_EXERCISE INSTRUCTIONS_
Filter the listing down to the lines containing the word "bridge".

Start of DATA RECORDS

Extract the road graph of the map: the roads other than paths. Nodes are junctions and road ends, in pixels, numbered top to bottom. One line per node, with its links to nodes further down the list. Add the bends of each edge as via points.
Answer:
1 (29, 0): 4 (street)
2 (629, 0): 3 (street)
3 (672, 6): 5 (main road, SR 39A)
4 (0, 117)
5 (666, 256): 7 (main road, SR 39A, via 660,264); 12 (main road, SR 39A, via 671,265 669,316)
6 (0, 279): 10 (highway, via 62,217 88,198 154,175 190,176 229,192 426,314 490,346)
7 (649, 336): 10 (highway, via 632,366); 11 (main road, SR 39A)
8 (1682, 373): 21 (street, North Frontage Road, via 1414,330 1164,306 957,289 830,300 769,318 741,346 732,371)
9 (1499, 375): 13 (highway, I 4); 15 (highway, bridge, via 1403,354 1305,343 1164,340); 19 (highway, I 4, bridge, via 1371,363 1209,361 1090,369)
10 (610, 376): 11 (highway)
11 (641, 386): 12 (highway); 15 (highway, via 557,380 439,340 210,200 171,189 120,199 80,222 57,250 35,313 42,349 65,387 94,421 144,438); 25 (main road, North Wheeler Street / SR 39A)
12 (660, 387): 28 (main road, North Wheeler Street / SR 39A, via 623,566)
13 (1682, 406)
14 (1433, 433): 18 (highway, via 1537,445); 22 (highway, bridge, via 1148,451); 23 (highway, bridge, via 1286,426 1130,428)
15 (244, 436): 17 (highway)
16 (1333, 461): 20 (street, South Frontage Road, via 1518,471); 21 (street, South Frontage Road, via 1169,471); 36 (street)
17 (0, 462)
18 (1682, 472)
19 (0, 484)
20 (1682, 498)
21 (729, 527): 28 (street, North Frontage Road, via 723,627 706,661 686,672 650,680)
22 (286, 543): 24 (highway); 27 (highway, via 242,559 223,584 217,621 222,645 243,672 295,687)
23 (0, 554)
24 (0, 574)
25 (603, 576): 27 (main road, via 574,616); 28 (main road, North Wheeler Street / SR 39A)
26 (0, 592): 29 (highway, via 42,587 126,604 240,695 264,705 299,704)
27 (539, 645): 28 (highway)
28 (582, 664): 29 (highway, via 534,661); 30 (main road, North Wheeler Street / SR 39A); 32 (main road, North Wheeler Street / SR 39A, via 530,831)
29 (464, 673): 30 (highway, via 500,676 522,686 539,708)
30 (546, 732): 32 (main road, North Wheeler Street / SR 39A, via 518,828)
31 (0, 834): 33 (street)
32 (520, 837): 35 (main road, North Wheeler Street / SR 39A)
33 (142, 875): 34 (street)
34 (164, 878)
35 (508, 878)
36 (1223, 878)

End of DATA RECORDS

_RESULT OF THIS TASK_
9 (1499, 375): 13 (highway, I 4); 15 (highway, bridge, via 1403,354 1305,343 1164,340); 19 (highway, I 4, bridge, via 1371,363 1209,361 1090,369)
14 (1433, 433): 18 (highway, via 1537,445); 22 (highway, bridge, via 1148,451); 23 (highway, bridge, via 1286,426 1130,428)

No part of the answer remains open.